Se observaron el uno al otro un instante. Ella tendió los brazos como una niña que quería ser abrazada y Tim fue a su encuentro. Dray apretó la cabeza contra el estómago de su esposo, y gimió cuando éste le acarició la nuca y le revolvió el cabello.

Tim se sentó en la silla al lado de su mujer, que tenía dos medias lunas negras debajo de los ojos.

– Vaya maldito hijoputa soplapollas cabronazo de los putos cojones -dijo Dray.

– Sí -asintió Tim.

– Han metido a Kindell en la cárcel del condado. Tiene antecedentes penales: uno por exhibicionismo y otros dos por abusos a menores; en todas las ocasiones, con niñas menores de diez años. Un par de azotes en la palma de la mano. La última vez llegó a un acuerdo. El juez lo declaró inocente por enajenación mental.
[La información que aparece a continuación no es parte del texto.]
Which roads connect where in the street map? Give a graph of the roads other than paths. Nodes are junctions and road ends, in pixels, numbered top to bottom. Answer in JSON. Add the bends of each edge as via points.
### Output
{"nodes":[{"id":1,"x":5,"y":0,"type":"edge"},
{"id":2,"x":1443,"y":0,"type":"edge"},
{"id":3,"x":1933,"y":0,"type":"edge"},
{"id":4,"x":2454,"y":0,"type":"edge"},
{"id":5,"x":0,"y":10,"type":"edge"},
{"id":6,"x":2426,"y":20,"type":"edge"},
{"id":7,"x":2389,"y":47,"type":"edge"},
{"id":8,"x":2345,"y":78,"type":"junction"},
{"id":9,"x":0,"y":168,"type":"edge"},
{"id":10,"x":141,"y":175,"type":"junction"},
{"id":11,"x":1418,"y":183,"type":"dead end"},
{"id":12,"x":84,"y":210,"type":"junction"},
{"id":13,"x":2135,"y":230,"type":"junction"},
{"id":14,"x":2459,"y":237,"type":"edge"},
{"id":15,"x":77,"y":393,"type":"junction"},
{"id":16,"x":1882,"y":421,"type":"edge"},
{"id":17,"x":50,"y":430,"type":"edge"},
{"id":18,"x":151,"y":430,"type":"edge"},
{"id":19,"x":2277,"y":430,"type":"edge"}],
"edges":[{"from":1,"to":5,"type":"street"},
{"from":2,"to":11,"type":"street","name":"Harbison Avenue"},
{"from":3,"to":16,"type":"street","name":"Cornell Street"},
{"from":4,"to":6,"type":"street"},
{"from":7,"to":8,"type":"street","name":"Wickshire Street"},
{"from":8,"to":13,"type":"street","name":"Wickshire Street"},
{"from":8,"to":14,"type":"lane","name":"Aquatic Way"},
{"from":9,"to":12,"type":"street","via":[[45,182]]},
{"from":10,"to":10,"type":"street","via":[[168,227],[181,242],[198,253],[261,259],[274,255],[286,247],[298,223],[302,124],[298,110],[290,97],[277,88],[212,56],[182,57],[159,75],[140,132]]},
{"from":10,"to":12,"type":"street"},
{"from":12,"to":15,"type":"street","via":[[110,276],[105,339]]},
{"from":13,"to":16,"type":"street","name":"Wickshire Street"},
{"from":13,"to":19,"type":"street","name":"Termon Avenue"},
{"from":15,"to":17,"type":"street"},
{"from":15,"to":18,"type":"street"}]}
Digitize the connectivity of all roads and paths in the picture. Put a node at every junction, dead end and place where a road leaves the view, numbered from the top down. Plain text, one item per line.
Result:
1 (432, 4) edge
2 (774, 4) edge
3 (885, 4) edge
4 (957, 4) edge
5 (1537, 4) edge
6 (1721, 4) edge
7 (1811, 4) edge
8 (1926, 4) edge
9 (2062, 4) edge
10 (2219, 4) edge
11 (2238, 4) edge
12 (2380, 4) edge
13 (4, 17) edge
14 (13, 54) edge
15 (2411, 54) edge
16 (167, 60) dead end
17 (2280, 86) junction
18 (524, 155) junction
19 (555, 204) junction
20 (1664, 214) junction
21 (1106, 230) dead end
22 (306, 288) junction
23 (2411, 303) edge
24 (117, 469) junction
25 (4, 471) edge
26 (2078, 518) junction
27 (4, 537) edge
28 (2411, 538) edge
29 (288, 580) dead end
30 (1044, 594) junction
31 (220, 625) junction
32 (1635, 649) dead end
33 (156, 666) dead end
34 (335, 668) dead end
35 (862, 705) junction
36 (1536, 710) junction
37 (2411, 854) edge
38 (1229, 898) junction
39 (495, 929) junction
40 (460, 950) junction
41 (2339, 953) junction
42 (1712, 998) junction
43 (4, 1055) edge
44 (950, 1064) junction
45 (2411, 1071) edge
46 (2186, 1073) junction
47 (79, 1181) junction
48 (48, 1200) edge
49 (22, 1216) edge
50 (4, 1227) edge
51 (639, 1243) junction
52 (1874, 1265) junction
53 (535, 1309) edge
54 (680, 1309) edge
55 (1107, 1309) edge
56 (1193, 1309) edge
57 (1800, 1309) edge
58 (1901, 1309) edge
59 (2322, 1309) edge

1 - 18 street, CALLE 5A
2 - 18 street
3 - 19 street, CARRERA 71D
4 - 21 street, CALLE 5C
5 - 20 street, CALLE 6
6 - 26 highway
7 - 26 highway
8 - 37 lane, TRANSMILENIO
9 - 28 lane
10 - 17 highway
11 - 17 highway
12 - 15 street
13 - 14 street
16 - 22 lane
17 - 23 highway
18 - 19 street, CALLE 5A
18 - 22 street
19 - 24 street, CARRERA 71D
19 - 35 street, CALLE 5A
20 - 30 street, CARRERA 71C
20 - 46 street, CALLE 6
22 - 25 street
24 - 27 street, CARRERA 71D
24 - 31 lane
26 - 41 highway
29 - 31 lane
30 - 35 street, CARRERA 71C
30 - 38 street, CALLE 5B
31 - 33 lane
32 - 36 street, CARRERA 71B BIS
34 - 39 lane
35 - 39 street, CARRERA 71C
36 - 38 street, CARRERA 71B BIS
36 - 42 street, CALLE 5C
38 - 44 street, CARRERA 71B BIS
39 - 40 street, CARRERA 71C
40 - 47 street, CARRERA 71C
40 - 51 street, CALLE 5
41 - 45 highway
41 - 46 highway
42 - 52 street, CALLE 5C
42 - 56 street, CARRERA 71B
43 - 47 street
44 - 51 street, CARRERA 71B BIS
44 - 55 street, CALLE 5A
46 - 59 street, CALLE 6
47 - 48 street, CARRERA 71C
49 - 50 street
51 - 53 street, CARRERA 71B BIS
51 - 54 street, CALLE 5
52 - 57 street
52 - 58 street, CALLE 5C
Con ese veredicto consiguió año y medio en Patton, con paredes acolchadas y comida caliente. -Dray hablaba a toda velocidad, para quitárselo de en medio.

– ¿Y qué hay del caso?

– Una vez en comisaria se cerró como un mejillón. Aunque le apretaron de lo lindo, no dijo ni palabra. Pero hay pruebas por toda su casucha. Esta mañana han obtenido una coincidencia con la sangre que había…, que había en la sierra… -Se echó hacia delante; tenía arcadas. Su espalda se combó en dos estertores secos.

Tim le retiró el pelo con cuidado, pero Dray no llegó a vomitar. Se incorporó en la silla, se limpió la boca con el dorso de la mano, lanzó un fuerte suspiro para marcar un punto y aparte y luego continuó en el mismo tono oficial.

– La fiscal le está apretando las tuercas y va a alegar circunstancias agravantes. La vista se celebra mañana. -Hizo girar la taza de café una vez, y luego otra más.

– Aún hay un cómplice suelto al que tenemos que dar caza.

– Alguien involucrado en el asesinato que supo cubrir sus huellas mucho mejor que Kindell.

– O un acuerdo que se fue al garete, o una mala pasada.

O, como por lo visto cree la fiscal, quizá lúe únicamente una maldita coincidencia: Kindell iba en su camioneta y se cruzó con Ginny, de camino a casa de Tess.